We are looking for a hands-on Generative AI Engineer who is deeply familiar with LLMs (Zephyr, Mistral, Llama, etc.), fine-tuning large models, and optimizing AI performance for industry-specific use cases. This person should have a strong engineering mindset and be capable of designing, training, and fine-tuning models while ensuring minimal hallucinations and high accuracy. The ideal candidate should also be well-versed in dynamic prompt engineering, retrieval-augmented generation (RAG), and knowledge base development.
Key Responsibilities:
- Develop and fine-tune open-source LLMs (Mistral, Zephyr, Llama) for insurance-specific applications.
- Optimize AI models to reduce hallucinations and increase domain-specific accuracy (insurance preferred).
- Implement dynamic prompt engineering to control model responses and improve reliability.
- Integrate LLMs into a structured AI pipeline (RAG, knowledge retrieval, vector databases).
- Research, evaluate, and deploy NLP-based solutions for text classification, entity recognition, and semantic search.
- Ensure models adhere to enterprise standards of accuracy, compliance, and security (GDPR, CCPA, PII handling).
- Work with large datasets to train models efficiently and integrate them into real-world applications.
- Optimize model inference efficiency for deployment in cloud-based and on-prem environments.
- Collaborate with DevOps engineers to scale AI solutions in production.
Must-Have Skills & Experience:
- Strong experience with LLMs, NLP, and transformer-based architectures.
- Hands-on experience in fine-tuning and optimizing models (Hugging Face, PyTorch, TensorFlow, LangChain, etc.).
- Proficiency in Python, PyTorch, TensorFlow, or JAX.
- Familiarity with vector databases (Weaviate, Pinecone, FAISS) and retrieval-augmented generation (RAG).
- Understanding of prompt engineering strategies to minimize hallucinations.
- Strong background in statistical modeling and machine learning algorithms.
- Knowledge of MLOps tools for deployment and monitoring (MLflow, Kubeflow, Ray).
We Offer
- A dynamic and creative work environment with a team of passionate professionals.
- Opportunities for professional growth and development.
- Competitive salary and benefits package.
- Flexible working hours and the possibility for remote work.
Why working at Diffco?
- You will have the exciting opportunity to work on cutting-edge projects in the Silicon Valley for both US and European clients utilizing the latest technologies, methodologies, frameworks and approaches with the ability and time to learn and develop professionally.

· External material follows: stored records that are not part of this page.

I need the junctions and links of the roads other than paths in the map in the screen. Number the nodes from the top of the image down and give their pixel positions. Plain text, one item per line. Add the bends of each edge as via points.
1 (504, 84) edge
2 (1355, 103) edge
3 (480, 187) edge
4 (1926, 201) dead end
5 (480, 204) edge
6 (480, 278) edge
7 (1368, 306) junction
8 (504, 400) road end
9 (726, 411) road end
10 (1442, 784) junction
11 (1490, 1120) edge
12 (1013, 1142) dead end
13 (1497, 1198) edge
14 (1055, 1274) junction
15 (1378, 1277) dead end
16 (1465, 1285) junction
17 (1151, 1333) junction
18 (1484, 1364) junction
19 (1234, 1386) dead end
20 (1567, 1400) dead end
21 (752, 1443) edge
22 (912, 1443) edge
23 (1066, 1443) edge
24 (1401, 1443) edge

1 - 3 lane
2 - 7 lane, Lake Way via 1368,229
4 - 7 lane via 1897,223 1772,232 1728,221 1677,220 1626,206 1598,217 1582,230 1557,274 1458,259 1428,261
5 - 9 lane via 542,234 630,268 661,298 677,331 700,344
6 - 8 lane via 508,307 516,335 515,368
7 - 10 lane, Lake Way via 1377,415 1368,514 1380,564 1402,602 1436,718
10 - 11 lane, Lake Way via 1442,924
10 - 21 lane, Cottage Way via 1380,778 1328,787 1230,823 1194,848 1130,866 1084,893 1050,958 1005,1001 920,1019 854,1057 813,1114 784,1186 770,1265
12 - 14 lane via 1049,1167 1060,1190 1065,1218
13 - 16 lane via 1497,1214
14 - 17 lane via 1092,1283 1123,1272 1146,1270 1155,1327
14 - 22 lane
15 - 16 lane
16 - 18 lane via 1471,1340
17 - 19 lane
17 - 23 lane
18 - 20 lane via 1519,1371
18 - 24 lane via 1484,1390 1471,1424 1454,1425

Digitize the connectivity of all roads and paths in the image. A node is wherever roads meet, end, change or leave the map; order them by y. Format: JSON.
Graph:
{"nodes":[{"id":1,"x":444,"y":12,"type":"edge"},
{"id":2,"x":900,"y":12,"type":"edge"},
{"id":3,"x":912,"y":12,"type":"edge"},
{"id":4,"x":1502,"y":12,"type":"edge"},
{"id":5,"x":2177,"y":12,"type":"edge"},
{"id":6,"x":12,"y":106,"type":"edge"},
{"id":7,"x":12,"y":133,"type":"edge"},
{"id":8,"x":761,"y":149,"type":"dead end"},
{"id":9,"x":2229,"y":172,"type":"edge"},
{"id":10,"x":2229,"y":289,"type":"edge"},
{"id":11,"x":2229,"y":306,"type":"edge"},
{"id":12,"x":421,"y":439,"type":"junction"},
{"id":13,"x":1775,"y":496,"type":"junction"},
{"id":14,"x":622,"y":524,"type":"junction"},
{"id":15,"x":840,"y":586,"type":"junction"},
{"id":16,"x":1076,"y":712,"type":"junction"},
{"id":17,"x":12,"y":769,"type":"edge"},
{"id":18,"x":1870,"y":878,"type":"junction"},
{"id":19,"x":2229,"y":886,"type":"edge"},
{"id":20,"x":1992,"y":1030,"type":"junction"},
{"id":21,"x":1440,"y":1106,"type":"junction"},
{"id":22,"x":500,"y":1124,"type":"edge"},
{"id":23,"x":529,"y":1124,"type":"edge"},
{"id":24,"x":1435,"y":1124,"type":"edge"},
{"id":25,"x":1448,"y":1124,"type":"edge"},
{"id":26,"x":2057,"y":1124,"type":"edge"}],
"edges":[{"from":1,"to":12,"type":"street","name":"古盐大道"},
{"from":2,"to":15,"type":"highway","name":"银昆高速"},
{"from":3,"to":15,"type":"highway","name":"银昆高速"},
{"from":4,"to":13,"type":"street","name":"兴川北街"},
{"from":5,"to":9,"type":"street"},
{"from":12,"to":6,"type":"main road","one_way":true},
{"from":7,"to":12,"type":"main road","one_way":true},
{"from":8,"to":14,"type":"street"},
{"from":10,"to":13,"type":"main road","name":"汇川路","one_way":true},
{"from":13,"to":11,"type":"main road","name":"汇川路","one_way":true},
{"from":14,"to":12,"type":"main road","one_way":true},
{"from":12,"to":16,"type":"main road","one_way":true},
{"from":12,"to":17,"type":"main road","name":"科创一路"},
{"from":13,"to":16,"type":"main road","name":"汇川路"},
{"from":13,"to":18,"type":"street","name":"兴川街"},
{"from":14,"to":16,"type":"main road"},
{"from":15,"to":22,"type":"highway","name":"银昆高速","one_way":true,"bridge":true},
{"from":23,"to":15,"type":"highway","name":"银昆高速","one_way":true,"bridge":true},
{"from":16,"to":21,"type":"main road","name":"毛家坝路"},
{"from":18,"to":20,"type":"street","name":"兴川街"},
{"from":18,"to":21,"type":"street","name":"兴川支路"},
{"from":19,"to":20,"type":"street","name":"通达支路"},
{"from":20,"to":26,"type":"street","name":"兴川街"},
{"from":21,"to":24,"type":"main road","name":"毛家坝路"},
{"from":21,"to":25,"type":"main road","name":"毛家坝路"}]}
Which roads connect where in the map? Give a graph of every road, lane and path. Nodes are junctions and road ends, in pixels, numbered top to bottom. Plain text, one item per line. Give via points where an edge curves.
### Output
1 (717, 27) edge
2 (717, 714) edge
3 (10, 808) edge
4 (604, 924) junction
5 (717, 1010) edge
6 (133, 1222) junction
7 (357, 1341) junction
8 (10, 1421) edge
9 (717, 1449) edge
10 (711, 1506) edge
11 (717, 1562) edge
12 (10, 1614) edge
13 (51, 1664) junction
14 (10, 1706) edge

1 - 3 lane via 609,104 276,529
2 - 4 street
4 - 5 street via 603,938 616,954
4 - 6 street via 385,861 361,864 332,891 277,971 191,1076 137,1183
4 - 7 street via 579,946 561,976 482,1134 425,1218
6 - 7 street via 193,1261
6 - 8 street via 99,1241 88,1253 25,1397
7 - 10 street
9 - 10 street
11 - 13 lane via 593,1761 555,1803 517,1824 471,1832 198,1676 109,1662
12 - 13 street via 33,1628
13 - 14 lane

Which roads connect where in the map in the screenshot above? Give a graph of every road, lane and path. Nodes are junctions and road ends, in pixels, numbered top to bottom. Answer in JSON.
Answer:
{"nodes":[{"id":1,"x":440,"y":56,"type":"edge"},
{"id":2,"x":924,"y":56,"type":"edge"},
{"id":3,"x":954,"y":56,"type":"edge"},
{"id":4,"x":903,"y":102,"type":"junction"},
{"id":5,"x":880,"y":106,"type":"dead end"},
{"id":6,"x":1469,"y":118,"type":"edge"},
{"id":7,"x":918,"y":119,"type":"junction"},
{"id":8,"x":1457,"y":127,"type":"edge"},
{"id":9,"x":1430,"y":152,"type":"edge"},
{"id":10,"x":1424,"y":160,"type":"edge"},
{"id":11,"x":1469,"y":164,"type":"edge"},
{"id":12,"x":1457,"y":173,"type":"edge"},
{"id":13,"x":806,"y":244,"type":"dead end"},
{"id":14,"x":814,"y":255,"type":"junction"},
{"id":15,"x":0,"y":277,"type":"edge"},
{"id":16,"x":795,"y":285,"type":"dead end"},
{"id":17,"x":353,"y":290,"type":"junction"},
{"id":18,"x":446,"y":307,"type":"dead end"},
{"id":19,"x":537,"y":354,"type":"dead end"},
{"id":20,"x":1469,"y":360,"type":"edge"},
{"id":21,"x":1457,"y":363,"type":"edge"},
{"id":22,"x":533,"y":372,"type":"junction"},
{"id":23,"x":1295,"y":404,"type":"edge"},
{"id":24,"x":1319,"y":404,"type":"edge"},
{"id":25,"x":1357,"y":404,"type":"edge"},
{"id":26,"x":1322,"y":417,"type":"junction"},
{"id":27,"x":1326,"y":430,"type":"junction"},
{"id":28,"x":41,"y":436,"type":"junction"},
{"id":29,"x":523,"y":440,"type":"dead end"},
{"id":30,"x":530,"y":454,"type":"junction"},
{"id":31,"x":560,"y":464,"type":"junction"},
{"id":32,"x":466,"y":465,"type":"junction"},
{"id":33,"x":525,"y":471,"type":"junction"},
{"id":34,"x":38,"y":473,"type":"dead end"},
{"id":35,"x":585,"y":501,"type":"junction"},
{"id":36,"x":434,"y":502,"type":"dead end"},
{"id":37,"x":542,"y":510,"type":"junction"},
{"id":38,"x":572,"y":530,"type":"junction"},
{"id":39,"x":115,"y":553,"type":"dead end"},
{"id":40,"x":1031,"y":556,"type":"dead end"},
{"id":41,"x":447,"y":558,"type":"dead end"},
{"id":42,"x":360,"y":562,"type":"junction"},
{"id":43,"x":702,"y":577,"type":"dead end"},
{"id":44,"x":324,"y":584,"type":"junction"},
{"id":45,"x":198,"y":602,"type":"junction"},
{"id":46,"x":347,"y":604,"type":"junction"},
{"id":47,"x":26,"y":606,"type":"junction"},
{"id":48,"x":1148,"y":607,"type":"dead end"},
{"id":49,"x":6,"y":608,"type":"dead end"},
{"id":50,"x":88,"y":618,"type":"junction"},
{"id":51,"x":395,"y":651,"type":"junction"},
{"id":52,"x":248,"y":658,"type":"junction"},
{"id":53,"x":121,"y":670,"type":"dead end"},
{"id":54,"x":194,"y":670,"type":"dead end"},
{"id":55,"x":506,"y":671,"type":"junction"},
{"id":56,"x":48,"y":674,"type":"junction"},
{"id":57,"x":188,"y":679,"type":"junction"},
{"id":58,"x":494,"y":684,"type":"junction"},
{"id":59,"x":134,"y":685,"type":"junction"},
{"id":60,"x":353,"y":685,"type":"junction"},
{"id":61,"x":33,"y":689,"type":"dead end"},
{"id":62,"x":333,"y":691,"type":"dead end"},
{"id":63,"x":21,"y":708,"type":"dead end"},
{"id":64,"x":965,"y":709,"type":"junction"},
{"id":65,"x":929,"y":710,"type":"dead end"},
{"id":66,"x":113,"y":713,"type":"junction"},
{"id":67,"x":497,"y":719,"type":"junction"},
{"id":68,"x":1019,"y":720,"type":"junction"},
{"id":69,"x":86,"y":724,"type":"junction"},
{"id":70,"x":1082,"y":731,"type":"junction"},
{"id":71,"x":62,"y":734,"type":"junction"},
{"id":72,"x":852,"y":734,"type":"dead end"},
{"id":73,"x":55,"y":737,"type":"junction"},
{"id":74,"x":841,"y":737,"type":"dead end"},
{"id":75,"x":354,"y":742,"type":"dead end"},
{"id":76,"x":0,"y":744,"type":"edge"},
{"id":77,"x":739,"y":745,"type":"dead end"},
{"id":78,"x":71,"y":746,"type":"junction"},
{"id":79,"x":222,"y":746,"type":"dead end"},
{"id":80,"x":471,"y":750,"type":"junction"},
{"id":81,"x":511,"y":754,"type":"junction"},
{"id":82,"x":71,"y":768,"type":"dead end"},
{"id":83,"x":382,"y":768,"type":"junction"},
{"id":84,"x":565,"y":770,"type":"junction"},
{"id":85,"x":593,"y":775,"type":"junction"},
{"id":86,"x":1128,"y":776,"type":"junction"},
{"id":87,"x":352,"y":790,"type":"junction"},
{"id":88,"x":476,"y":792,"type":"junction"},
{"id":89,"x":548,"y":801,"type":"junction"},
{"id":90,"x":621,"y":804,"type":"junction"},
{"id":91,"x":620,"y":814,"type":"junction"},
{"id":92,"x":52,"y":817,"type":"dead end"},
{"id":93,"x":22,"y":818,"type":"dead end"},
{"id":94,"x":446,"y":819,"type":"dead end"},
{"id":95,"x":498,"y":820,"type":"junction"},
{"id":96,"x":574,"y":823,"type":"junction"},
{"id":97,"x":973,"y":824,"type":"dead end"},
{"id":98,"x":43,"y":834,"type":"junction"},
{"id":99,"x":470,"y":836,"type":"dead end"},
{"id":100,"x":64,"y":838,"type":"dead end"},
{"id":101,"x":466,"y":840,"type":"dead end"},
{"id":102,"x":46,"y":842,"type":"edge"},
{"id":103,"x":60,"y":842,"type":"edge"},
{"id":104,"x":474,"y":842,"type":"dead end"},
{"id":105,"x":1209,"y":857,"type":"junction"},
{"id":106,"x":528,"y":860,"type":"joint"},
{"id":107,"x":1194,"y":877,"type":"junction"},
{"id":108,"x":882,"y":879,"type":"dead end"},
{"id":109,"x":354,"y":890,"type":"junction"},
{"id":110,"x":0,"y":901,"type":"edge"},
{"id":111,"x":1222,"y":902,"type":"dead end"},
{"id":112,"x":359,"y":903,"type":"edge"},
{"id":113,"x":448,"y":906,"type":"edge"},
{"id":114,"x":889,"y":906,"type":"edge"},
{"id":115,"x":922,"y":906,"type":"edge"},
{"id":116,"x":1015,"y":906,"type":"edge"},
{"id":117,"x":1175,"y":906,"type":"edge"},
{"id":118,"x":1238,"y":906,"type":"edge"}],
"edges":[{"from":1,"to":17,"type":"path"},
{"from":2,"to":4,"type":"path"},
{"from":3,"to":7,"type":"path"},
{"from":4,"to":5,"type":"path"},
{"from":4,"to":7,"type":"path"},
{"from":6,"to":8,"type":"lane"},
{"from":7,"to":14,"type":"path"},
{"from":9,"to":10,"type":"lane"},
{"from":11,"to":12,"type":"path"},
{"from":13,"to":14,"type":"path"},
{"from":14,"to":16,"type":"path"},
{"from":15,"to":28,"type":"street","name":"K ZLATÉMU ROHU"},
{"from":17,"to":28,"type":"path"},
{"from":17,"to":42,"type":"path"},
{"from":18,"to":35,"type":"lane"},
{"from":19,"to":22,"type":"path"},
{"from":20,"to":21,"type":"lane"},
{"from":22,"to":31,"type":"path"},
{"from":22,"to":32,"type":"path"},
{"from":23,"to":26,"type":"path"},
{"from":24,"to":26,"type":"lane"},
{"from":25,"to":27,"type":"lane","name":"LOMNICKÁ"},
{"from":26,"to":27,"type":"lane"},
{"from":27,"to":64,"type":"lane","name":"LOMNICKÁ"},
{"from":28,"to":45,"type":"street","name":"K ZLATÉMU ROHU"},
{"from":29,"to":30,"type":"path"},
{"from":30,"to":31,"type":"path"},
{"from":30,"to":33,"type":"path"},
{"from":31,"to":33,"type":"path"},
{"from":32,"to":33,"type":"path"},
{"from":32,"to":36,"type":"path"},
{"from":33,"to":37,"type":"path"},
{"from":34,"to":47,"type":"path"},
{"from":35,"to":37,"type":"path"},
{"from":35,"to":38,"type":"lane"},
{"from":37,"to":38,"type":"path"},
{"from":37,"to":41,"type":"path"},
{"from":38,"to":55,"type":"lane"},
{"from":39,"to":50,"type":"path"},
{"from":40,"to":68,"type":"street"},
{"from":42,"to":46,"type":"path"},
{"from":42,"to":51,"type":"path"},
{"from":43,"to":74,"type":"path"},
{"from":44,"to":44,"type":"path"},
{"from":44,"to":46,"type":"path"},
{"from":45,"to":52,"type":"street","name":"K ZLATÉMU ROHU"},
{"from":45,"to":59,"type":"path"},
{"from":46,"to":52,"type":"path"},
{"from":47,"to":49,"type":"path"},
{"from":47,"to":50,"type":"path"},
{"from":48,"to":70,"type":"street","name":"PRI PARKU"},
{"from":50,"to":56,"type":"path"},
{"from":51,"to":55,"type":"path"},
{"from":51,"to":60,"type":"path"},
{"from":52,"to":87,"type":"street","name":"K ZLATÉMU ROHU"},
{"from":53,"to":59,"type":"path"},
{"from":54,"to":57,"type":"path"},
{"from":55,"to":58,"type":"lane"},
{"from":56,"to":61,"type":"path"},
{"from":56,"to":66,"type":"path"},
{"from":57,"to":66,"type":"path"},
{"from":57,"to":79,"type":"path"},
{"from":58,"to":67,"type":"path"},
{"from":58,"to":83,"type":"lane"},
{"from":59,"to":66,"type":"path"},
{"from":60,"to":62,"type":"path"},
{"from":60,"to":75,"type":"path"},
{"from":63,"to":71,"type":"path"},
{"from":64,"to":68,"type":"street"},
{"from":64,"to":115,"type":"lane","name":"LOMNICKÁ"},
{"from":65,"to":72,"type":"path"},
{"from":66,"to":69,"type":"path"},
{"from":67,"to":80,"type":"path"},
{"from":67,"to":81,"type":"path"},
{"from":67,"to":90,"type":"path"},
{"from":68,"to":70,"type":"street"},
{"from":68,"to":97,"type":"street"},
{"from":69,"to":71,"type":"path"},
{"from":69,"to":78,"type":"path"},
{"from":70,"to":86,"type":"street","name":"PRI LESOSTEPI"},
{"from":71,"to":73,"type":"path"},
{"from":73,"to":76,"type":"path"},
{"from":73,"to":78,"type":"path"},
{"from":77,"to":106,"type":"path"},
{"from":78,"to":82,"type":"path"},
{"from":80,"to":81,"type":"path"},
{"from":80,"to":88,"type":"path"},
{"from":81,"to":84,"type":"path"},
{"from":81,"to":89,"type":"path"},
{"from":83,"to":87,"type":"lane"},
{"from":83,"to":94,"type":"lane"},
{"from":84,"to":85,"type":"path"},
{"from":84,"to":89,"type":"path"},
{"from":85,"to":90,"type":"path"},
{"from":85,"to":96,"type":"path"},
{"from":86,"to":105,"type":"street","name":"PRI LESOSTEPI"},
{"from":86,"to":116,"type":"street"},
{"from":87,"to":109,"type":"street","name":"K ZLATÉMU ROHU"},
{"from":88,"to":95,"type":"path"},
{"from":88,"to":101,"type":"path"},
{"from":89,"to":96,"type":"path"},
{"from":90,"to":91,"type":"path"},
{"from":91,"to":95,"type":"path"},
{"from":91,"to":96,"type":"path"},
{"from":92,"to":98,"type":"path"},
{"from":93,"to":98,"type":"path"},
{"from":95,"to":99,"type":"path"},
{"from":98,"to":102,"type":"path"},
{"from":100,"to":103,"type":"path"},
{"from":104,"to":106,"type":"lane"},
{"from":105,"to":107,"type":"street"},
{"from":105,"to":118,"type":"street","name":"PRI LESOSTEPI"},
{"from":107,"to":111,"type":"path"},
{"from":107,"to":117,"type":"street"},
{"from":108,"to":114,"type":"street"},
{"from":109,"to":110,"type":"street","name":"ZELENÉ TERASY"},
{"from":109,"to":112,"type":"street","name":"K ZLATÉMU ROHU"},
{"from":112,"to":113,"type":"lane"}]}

- Our team is a second family, so you would enjoy spending the day working on nice projects with kind people with broad interests.
- Learn continuously, expand your skills and demonstrate your professional level and ability to take more responsibility to grow.
- We care about you and are interested in your personal professional goals, motivation and we build a perfect work/life balance.